#### ASSIGNED TASK:
Search the listing for the string "roundRect" and copy every line that contains it.

#### DATA UNDER STUDY:
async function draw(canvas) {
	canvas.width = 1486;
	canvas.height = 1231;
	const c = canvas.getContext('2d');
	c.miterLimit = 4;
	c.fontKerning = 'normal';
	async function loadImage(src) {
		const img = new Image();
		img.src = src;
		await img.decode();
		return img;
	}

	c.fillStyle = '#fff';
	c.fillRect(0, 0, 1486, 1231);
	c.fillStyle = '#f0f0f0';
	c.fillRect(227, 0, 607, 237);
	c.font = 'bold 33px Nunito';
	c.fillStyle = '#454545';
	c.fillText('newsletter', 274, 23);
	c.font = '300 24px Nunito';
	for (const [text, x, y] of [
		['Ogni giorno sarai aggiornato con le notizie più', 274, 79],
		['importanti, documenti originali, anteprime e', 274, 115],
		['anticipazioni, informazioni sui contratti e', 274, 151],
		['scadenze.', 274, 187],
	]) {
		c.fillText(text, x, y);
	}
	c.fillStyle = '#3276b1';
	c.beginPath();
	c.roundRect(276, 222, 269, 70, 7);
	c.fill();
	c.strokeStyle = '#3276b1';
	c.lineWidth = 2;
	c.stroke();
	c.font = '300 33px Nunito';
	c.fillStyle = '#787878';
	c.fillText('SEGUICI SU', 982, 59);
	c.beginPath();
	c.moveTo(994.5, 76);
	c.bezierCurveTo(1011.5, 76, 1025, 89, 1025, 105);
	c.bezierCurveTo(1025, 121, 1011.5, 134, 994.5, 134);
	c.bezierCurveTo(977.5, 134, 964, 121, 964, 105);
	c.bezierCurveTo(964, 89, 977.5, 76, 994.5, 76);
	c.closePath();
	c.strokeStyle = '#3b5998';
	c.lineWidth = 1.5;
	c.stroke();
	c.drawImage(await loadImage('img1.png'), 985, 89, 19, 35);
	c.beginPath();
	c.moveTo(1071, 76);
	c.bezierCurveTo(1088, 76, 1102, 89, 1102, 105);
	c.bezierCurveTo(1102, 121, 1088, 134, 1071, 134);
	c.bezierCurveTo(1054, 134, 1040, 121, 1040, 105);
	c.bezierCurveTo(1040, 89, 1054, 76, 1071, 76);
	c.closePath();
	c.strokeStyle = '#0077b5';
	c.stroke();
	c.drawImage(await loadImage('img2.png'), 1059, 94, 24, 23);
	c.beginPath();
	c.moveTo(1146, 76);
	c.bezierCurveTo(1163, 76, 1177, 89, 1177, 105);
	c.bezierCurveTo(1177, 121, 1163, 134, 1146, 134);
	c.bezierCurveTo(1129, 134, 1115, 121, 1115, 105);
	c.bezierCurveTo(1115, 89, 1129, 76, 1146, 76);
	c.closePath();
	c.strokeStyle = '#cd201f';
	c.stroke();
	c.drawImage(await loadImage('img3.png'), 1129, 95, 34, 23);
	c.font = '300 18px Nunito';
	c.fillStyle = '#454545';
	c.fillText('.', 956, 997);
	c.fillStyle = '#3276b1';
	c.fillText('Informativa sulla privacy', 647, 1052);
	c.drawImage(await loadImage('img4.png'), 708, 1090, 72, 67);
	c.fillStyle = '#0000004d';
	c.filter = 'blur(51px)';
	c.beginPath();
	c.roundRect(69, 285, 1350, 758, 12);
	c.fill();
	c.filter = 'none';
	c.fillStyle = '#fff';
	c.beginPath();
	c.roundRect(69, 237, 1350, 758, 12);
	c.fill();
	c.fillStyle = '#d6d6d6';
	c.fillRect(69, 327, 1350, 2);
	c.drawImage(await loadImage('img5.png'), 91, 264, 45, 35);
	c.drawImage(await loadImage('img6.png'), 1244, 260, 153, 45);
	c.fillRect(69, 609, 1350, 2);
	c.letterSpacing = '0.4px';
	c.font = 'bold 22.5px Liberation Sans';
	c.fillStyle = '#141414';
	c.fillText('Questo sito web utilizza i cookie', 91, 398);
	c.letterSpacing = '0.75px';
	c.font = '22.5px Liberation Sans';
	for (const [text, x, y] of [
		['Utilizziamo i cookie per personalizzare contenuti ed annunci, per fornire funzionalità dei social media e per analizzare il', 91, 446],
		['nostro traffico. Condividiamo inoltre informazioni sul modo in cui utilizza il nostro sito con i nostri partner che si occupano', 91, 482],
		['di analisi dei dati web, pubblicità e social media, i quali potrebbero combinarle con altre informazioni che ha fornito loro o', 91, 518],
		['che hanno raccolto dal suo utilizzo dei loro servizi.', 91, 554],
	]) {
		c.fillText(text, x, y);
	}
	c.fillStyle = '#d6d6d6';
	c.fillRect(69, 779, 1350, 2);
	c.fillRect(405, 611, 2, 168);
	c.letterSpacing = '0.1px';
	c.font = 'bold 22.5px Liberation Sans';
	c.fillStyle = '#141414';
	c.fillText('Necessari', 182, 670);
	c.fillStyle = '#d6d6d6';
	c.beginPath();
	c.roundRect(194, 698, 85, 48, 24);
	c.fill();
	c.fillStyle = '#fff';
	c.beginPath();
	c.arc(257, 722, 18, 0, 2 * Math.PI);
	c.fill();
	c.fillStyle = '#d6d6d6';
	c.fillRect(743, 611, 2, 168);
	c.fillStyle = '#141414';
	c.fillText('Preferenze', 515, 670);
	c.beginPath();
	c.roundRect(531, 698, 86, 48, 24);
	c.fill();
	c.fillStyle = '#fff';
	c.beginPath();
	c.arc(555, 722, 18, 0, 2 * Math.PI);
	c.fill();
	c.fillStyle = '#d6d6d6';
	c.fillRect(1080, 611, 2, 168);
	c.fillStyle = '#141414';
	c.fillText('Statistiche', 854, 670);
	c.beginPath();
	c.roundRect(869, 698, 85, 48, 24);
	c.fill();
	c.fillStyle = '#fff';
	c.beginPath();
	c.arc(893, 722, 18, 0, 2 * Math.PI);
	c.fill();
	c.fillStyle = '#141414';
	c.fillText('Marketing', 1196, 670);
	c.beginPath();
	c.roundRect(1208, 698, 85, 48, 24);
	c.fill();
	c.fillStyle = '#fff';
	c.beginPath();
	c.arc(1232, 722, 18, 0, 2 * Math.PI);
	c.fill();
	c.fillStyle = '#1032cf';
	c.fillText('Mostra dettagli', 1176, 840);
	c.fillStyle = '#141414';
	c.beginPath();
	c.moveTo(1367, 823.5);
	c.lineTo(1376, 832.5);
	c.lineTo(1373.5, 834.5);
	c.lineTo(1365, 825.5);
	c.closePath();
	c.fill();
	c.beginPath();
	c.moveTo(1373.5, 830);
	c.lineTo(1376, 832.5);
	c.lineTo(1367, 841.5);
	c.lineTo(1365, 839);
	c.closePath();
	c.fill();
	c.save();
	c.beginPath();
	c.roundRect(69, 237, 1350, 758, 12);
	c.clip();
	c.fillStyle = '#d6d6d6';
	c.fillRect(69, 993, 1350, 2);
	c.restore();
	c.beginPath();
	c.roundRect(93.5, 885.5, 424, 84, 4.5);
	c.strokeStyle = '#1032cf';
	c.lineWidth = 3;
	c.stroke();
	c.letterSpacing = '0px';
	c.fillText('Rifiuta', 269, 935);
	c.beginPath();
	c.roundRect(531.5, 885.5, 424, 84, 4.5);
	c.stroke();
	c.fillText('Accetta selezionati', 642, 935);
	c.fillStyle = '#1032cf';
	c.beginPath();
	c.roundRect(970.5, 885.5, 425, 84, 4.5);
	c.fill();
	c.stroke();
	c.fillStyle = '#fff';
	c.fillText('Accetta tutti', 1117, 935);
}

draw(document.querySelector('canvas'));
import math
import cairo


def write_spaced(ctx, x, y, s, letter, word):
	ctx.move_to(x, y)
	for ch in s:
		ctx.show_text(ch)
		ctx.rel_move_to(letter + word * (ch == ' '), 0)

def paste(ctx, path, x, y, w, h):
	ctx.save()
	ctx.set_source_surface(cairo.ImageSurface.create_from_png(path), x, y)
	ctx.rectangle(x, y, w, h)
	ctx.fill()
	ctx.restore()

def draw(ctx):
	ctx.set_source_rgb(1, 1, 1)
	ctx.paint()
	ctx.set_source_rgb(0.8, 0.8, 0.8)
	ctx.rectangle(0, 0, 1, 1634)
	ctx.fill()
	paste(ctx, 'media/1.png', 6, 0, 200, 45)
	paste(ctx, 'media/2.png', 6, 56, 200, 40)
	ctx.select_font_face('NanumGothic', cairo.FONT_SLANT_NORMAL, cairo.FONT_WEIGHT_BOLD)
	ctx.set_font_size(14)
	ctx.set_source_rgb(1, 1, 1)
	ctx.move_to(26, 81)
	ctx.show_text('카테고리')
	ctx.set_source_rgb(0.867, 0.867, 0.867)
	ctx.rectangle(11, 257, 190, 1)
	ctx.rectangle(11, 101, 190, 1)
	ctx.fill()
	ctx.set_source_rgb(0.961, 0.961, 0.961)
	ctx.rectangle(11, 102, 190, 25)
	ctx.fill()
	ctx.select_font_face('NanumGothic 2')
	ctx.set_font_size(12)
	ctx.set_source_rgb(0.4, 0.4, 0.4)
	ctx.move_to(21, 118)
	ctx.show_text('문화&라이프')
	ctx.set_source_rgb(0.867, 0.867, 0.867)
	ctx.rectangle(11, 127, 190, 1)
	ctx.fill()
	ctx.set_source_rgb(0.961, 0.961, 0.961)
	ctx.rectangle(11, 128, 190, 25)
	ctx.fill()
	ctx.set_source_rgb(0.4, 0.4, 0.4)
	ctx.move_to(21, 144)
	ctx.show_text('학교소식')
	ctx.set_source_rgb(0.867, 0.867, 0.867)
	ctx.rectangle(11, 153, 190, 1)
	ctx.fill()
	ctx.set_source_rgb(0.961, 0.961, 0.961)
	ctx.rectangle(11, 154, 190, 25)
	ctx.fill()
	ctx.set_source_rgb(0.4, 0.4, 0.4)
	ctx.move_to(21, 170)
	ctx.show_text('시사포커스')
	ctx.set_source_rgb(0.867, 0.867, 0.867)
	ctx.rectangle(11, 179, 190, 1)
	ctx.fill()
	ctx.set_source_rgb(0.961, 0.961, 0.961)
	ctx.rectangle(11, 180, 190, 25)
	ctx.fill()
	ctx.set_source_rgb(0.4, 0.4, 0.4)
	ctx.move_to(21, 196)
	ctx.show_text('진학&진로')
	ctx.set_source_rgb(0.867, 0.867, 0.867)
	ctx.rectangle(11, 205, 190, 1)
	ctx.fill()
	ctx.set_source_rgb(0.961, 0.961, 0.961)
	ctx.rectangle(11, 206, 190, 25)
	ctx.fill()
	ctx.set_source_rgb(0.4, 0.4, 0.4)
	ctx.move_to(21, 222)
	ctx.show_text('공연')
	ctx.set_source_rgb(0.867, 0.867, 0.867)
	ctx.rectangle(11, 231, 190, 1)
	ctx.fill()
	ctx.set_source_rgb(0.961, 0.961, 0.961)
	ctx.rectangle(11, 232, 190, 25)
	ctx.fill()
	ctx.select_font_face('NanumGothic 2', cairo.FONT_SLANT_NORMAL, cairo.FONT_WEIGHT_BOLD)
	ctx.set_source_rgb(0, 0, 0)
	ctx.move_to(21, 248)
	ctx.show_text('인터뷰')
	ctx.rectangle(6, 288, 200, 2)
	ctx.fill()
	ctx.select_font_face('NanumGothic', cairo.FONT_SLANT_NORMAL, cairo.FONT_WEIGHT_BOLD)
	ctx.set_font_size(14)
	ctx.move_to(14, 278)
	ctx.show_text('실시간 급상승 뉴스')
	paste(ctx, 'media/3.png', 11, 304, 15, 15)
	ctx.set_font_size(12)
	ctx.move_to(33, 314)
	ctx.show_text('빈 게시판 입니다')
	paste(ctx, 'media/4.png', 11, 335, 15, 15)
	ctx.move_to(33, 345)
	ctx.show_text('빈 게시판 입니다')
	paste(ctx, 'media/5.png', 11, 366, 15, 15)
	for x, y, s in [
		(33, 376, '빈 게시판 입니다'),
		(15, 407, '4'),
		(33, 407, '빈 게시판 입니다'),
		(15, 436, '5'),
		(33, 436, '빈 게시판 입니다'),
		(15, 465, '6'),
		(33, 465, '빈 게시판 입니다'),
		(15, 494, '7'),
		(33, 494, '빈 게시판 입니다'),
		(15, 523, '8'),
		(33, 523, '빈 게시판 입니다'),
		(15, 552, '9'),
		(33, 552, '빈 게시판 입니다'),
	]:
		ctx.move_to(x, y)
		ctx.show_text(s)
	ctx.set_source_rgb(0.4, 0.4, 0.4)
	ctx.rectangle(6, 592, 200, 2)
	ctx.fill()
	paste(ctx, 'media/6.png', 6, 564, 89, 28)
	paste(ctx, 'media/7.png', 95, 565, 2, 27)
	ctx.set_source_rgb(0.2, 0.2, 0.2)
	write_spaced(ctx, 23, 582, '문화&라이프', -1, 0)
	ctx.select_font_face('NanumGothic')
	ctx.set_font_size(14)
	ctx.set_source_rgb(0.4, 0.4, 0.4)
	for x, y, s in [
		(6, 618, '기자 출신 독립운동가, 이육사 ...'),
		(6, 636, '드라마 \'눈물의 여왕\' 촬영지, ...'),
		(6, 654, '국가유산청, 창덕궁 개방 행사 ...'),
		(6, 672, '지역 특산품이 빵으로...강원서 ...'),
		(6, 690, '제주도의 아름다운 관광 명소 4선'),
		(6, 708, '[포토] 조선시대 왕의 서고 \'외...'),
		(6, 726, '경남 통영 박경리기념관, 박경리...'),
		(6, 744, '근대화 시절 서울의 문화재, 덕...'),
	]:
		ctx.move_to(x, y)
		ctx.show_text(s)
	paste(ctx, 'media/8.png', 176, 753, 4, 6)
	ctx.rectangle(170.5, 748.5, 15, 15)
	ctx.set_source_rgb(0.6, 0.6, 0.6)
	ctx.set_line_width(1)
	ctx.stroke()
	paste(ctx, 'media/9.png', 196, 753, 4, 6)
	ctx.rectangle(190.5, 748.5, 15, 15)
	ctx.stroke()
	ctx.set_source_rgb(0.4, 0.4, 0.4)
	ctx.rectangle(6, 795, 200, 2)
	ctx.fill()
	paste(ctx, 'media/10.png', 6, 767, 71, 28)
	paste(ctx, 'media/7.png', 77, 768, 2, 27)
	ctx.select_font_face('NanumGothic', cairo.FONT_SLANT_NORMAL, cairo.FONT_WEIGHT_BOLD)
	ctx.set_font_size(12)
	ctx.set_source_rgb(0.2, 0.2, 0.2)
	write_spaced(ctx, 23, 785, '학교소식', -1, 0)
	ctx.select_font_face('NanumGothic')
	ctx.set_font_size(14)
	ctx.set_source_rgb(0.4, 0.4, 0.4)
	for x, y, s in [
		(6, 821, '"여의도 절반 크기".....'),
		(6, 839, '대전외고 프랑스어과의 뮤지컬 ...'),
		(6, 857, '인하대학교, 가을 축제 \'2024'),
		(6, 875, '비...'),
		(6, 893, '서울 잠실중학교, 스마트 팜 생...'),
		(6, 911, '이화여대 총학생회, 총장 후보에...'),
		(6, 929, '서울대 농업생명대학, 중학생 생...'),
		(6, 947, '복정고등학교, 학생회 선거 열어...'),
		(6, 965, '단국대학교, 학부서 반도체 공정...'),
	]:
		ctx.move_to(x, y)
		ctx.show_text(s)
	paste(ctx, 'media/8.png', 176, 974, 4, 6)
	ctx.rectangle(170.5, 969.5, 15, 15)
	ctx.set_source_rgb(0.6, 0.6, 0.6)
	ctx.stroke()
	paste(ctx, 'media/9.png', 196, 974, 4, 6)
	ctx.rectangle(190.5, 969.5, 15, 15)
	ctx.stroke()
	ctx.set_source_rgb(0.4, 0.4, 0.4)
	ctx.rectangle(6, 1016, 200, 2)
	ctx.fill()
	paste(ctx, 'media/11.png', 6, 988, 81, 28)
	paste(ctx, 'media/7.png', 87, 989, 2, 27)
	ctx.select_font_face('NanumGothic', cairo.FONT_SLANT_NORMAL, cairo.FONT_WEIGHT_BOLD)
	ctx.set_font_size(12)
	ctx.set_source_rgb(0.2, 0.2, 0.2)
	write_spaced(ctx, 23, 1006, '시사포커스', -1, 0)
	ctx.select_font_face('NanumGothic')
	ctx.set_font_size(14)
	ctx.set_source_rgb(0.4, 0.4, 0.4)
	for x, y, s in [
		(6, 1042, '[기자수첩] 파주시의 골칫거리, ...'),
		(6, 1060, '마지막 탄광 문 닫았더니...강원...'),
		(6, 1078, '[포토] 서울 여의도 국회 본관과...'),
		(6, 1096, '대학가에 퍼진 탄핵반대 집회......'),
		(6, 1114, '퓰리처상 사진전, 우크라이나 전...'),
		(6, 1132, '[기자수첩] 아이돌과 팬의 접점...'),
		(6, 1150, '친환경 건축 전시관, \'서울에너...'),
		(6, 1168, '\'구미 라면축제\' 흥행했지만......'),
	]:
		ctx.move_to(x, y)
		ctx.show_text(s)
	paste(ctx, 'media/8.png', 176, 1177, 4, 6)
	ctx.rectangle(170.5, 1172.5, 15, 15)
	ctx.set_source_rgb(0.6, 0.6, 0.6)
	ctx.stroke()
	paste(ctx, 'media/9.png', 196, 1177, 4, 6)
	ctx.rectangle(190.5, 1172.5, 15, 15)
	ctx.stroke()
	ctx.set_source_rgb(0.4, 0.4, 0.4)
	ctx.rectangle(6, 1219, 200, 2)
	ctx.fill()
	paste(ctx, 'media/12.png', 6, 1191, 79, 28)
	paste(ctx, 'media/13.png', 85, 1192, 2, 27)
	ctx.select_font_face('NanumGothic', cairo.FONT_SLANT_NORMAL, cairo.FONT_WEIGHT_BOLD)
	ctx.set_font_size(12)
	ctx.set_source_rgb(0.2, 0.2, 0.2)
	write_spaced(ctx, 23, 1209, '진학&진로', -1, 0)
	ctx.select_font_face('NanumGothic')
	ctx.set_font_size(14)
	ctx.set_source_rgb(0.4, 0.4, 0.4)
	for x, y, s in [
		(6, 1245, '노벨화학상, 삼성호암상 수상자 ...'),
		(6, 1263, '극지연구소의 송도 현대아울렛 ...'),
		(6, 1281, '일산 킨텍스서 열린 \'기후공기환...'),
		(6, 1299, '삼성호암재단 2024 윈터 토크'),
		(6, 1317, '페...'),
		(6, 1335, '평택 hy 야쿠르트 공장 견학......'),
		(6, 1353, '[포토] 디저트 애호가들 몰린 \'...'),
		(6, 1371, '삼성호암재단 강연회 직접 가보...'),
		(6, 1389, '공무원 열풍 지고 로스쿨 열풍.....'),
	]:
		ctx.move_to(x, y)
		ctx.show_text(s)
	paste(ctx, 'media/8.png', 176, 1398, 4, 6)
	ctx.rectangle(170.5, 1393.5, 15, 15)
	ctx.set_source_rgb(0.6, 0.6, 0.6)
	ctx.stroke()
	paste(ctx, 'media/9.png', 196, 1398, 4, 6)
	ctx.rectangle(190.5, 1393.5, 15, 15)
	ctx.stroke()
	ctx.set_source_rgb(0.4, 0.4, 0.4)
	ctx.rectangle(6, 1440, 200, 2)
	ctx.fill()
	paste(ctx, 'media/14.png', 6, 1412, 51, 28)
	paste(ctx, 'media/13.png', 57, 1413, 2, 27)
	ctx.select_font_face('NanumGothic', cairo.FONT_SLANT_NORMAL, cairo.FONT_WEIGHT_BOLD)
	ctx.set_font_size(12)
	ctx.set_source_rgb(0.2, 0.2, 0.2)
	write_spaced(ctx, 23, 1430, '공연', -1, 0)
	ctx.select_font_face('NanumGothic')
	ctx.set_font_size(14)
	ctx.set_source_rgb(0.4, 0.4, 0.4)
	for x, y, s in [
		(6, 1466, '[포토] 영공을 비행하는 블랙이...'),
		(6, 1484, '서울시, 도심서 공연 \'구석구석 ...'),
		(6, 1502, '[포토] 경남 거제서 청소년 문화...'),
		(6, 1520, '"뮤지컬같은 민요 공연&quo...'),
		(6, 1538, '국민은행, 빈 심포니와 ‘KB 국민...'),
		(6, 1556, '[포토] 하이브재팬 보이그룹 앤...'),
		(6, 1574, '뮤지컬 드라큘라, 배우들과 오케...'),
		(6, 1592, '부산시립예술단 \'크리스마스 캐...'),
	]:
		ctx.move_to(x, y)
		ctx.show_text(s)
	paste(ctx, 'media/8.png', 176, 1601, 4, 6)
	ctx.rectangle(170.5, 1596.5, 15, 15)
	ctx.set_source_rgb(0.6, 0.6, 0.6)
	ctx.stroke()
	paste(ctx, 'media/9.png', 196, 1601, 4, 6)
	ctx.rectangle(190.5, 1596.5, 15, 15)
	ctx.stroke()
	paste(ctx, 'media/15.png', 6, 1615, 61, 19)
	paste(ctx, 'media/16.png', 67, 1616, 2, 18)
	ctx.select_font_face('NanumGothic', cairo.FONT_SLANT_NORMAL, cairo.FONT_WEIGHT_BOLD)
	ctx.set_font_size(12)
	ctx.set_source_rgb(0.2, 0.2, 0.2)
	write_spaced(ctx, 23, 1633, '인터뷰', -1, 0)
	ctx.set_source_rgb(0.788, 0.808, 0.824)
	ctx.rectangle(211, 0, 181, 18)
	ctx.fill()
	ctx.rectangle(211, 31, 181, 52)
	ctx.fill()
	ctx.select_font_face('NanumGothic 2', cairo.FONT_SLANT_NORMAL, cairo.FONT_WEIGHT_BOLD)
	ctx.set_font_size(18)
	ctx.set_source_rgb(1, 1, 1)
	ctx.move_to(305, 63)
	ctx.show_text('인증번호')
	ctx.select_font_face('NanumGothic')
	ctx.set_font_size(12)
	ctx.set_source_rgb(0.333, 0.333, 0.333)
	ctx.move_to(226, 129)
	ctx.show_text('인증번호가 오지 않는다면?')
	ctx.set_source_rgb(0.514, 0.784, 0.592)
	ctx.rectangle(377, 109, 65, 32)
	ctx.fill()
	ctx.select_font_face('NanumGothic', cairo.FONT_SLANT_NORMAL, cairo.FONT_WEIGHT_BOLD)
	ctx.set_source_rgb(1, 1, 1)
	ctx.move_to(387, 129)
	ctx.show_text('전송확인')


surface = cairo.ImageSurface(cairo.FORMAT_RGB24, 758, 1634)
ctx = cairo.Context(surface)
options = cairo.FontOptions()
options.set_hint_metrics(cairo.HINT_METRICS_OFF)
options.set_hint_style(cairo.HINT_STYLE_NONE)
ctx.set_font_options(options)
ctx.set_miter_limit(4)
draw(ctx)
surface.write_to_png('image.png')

#### PROBLEM SOLUTION:
	c.roundRect(276, 222, 269, 70, 7);
	c.roundRect(69, 285, 1350, 758, 12);
	c.roundRect(69, 237, 1350, 758, 12);
	c.roundRect(194, 698, 85, 48, 24);
	c.roundRect(531, 698, 86, 48, 24);
	c.roundRect(869, 698, 85, 48, 24);
	c.roundRect(1208, 698, 85, 48, 24);
	c.roundRect(69, 237, 1350, 758, 12);
	c.roundRect(93.5, 885.5, 424, 84, 4.5);
	c.roundRect(531.5, 885.5, 424, 84, 4.5);
	c.roundRect(970.5, 885.5, 425, 84, 4.5);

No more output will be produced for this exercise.